Gummersbach – Die Bilanz für die Handballer des VfL Gummersbach hätte kaum besser ausfallen können: Nach dem Aufstieg und der Meisterschaft folgte nun die Auszeichnung von Gudjon Valur Sigurdsson zum Trainer des Jahres in der Zweiten Liga. Dafür hatten sich die Trainer und Geschäftsführer der anderen Vereine mit über 50 Prozent ausgesprochen.

Den Schlusspunkt an die Saison setzten die Spieler dann selber mit dem 29:27 (16:12)-Erfolg gegen den HSC Coburg. Damit bleiben die Gummersbacher in der Meisterschaft ohne Punktverlust in der Schwalbe-Arena.

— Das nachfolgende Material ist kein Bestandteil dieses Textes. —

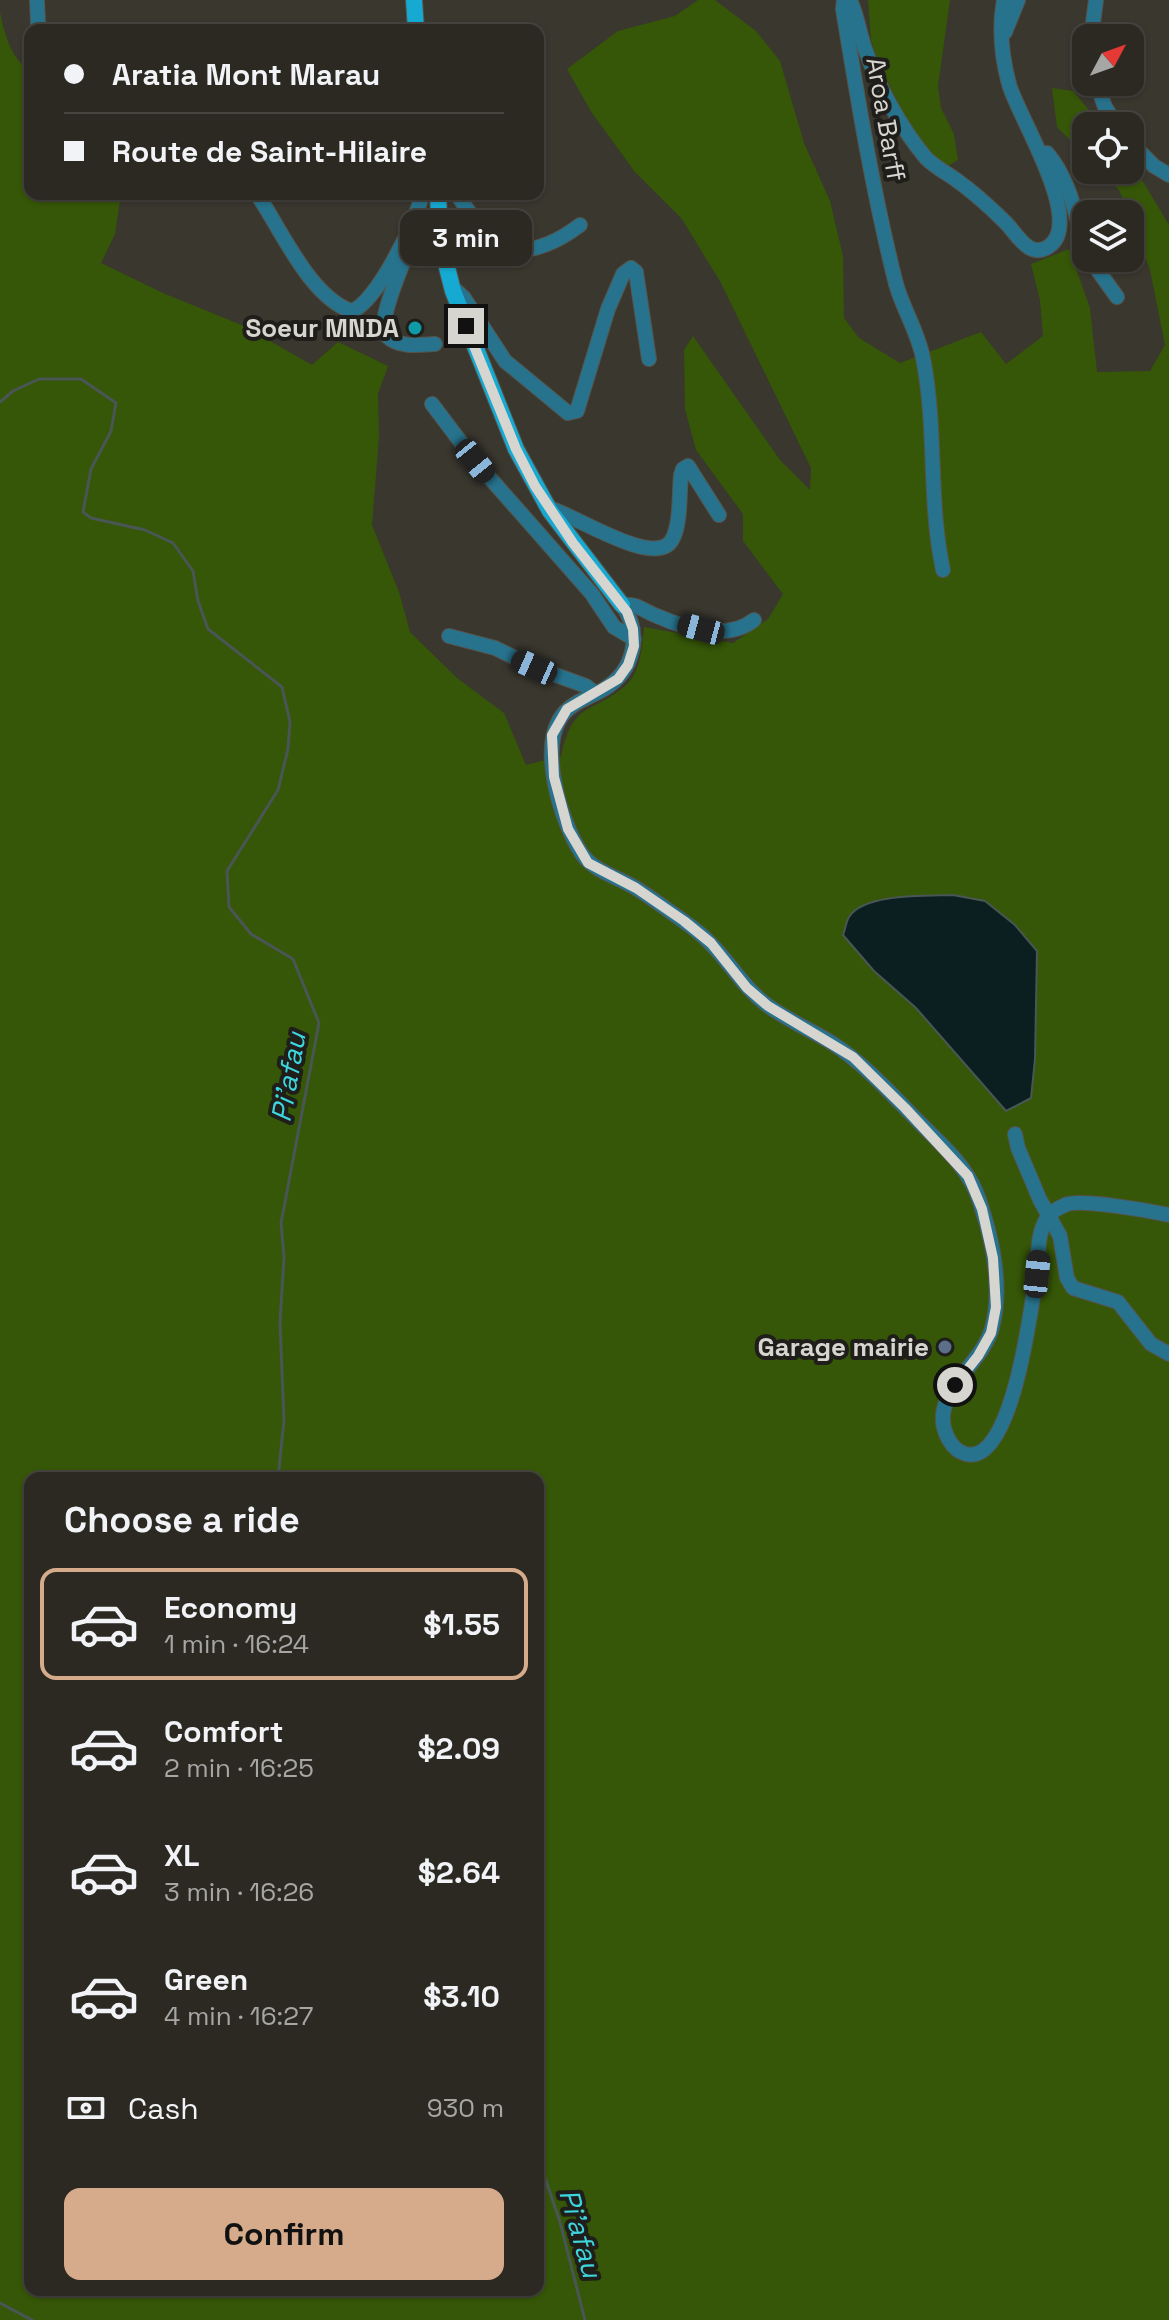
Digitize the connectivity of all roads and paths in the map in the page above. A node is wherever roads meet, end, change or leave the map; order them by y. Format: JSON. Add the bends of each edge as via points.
{"nodes":[{"id":1,"x":27,"y":0,"type":"edge"},
{"id":2,"x":37,"y":0,"type":"edge"},
{"id":3,"x":414,"y":0,"type":"edge"},
{"id":4,"x":847,"y":0,"type":"edge"},
{"id":5,"x":1004,"y":0,"type":"edge"},
{"id":6,"x":1018,"y":0,"type":"edge"},
{"id":7,"x":1096,"y":0,"type":"edge"},
{"id":8,"x":40,"y":24,"type":"edge"},
{"id":9,"x":416,"y":24,"type":"edge"},
{"id":10,"x":1093,"y":24,"type":"edge"},
{"id":11,"x":1003,"y":35,"type":"junction"},
{"id":12,"x":1037,"y":146,"type":"junction"},
{"id":13,"x":1144,"y":156,"type":"edge"},
{"id":14,"x":1169,"y":175,"type":"edge"},
{"id":15,"x":261,"y":200,"type":"edge"},
{"id":16,"x":420,"y":200,"type":"edge"},
{"id":17,"x":438,"y":200,"type":"edge"},
{"id":18,"x":461,"y":200,"type":"edge"},
{"id":19,"x":1072,"y":207,"type":"edge"},
{"id":20,"x":414,"y":223,"type":"junction"},
{"id":21,"x":580,"y":225,"type":"dead end"},
{"id":22,"x":1099,"y":272,"type":"edge"},
{"id":23,"x":451,"y":286,"type":"junction"},
{"id":24,"x":1117,"y":297,"type":"dead end"},
{"id":25,"x":435,"y":344,"type":"dead end"},
{"id":26,"x":649,"y":359,"type":"dead end"},
{"id":27,"x":432,"y":404,"type":"dead end"},
{"id":28,"x":548,"y":508,"type":"junction"},
{"id":29,"x":719,"y":515,"type":"dead end"},
{"id":30,"x":943,"y":570,"type":"dead end"},
{"id":31,"x":622,"y":605,"type":"junction"},
{"id":32,"x":754,"y":620,"type":"dead end"},
{"id":33,"x":449,"y":636,"type":"dead end"},
{"id":34,"x":634,"y":639,"type":"junction"},
{"id":35,"x":595,"y":693,"type":"junction"},
{"id":36,"x":1015,"y":1134,"type":"dead end"},
{"id":37,"x":1169,"y":1215,"type":"edge"},
{"id":38,"x":1048,"y":1217,"type":"junction"},
{"id":39,"x":1169,"y":1354,"type":"edge"}],
"edges":[{"from":1,"to":8,"type":"street"},
{"from":2,"to":8,"type":"street"},
{"from":3,"to":9,"type":"main road"},
{"from":4,"to":12,"type":"street","name":"Aroa Barff","via":[[871,64],[927,158],[1031,250],[1048,248],[1058,234],[1058,208]]},
{"from":4,"to":30,"type":"street","name":"Aroa Barff","via":[[843,9],[869,163],[900,298],[922,354],[928,387]]},
{"from":5,"to":11,"type":"street"},
{"from":6,"to":11,"type":"street"},
{"from":7,"to":10,"type":"street"},
{"from":11,"to":12,"type":"street","via":[[1009,84]]},
{"from":12,"to":19,"type":"street","via":[[1062,176]]},
{"from":13,"to":14,"type":"street"},
{"from":15,"to":20,"type":"street","via":[[311,277],[334,302],[351,311],[370,296]]},
{"from":16,"to":20,"type":"street"},
{"from":17,"to":23,"type":"main road","via":[[440,240]]},
{"from":18,"to":21,"type":"street","via":[[497,247],[546,247]]},
{"from":20,"to":25,"type":"street","via":[[383,330],[400,343]]},
{"from":22,"to":24,"type":"street"},
{"from":23,"to":26,"type":"street","via":[[505,361],[568,413],[577,411],[608,309],[623,274],[631,268],[636,272]]},
{"from":23,"to":28,"type":"main road","via":[[516,449]]},
{"from":27,"to":34,"type":"street","via":[[614,627]]},
{"from":28,"to":29,"type":"street","via":[[616,539],[662,549],[675,535],[681,475],[688,466]]},
{"from":28,"to":31,"type":"main road"},
{"from":31,"to":32,"type":"street","via":[[723,631]]},
{"from":31,"to":34,"type":"street"},
{"from":33,"to":35,"type":"street","via":[[495,648]]},
{"from":34,"to":35,"type":"street","via":[[628,665],[618,679]]},
{"from":35,"to":38,"type":"street","via":[[567,709],[552,735],[560,802],[588,863],[636,888],[711,943],[768,1006],[853,1057],[968,1176],[993,1258],[996,1307],[991,1333],[942,1413],[943,1431],[962,1454],[974,1455],[992,1445],[1013,1397]]},
{"from":36,"to":38,"type":"street"},
{"from":37,"to":38,"type":"street","via":[[1072,1202]]},
{"from":38,"to":39,"type":"street","via":[[1060,1236],[1073,1288],[1118,1302],[1151,1344]]}]}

Ohne Punktverlust in der Schwalbe-Arena

Für den Erfolg zollte der VfL-Trainer seinen Handballern Respekt. Er habe sehr viel wechseln müssen, denn es seien einige Spieler angeschlagen gewesen. Die Auszeichnung zum Trainer des Jahres nahm er nicht nur für sich, sondern für sein ganzes Team an. Er hob dabei die Arbeit seines Co-Trainers Anel Mahmutefendic ebenso heraus wie von Torwarttrainer Mario Kelentric sowie dem medizinischen Team mit den Ärzten, der Physiotherapeutin und dem Konditionstrainer.

Was er habe, sei  Luxus, sagte Sigurdsson. Er wird ab Montag  wieder für drei Tage die Schulbank drücken, um den nächsten Schritt seiner Mastercoach-Ausbildung zu machen, die er im Januar begonnen hat.

Herzig glänzte gegen seinen neuen Arbeitgeber

Derweil saß sein Gegenüber, Coburgs Trainer Brian Ankersen, auf der Auswechselbank  und betrachtete das blau-weiße Treiben auf dem Feld. Er hätte sich nach dem „tollen Spiel seiner Mannschaft“ ein Unentschieden gewünscht. Doch in der entscheidenden Phase machte sein Team genau die zwei Fehler zu viel, die am Ende zur Niederlage geführt hatten.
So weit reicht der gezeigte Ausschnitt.